----- ENTRIES SUPPLIED

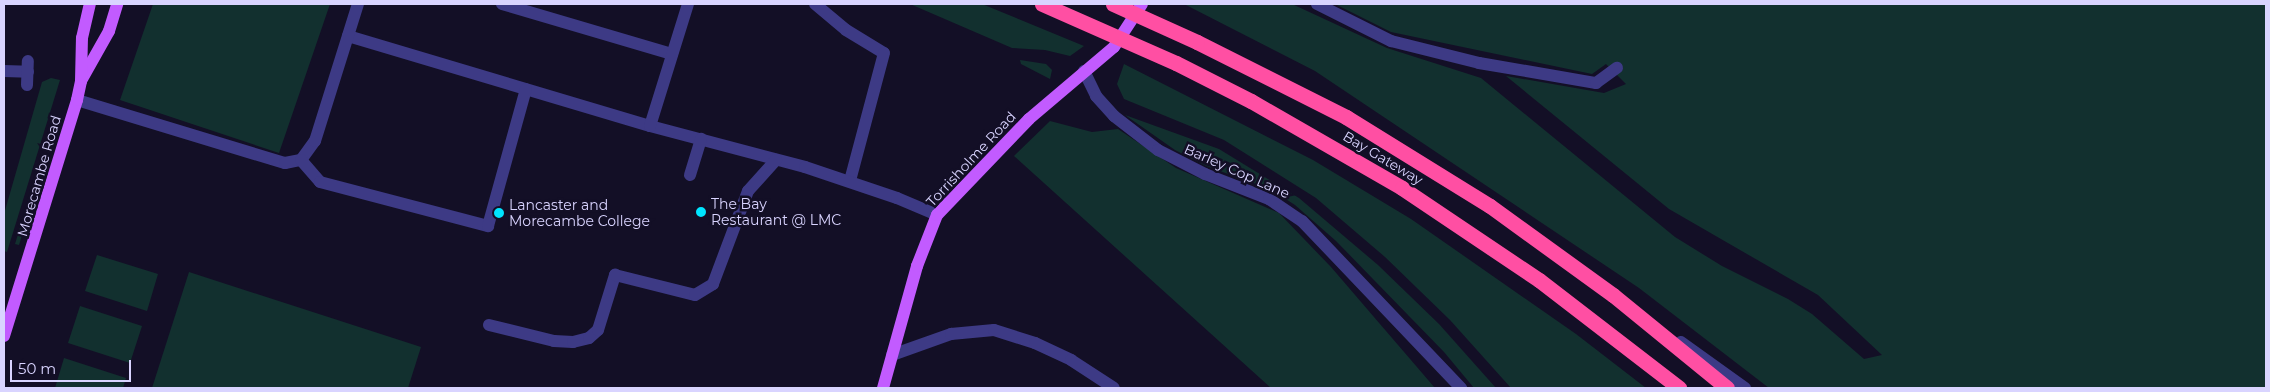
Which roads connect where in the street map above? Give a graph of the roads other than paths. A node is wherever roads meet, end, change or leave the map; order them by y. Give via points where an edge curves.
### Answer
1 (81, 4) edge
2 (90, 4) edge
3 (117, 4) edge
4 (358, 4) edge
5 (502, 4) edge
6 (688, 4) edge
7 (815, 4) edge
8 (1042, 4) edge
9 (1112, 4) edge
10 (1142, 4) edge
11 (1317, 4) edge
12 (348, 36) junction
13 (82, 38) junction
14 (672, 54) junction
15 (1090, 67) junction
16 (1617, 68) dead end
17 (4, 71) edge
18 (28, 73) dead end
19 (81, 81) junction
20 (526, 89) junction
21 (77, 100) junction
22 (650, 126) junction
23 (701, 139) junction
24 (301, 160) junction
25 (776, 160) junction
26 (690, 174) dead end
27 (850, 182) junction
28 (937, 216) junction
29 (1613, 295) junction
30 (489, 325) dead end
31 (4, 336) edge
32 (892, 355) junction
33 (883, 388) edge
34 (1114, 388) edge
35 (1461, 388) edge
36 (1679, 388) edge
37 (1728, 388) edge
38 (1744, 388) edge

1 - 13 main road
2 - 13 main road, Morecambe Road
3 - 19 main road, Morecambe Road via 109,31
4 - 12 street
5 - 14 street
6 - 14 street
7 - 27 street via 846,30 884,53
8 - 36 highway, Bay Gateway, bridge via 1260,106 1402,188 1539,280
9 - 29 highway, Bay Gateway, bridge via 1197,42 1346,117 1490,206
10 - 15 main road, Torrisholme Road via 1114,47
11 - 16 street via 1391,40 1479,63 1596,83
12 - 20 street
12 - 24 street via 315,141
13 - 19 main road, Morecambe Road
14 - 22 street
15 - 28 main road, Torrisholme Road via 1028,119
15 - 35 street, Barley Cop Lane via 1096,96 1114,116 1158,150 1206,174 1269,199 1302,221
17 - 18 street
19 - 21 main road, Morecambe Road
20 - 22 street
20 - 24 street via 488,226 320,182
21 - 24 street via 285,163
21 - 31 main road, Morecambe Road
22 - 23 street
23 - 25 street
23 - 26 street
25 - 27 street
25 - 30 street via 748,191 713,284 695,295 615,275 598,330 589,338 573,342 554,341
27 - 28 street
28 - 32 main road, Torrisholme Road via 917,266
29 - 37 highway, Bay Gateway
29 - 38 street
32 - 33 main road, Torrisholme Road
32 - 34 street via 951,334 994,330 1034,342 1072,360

----------

DIRECTIONS:
The lines sought are those in the data above that include the string "bridge"; copy each one.

FINAL ANSWER:
8 - 36 highway, Bay Gateway, bridge via 1260,106 1402,188 1539,280
9 - 29 highway, Bay Gateway, bridge via 1197,42 1346,117 1490,206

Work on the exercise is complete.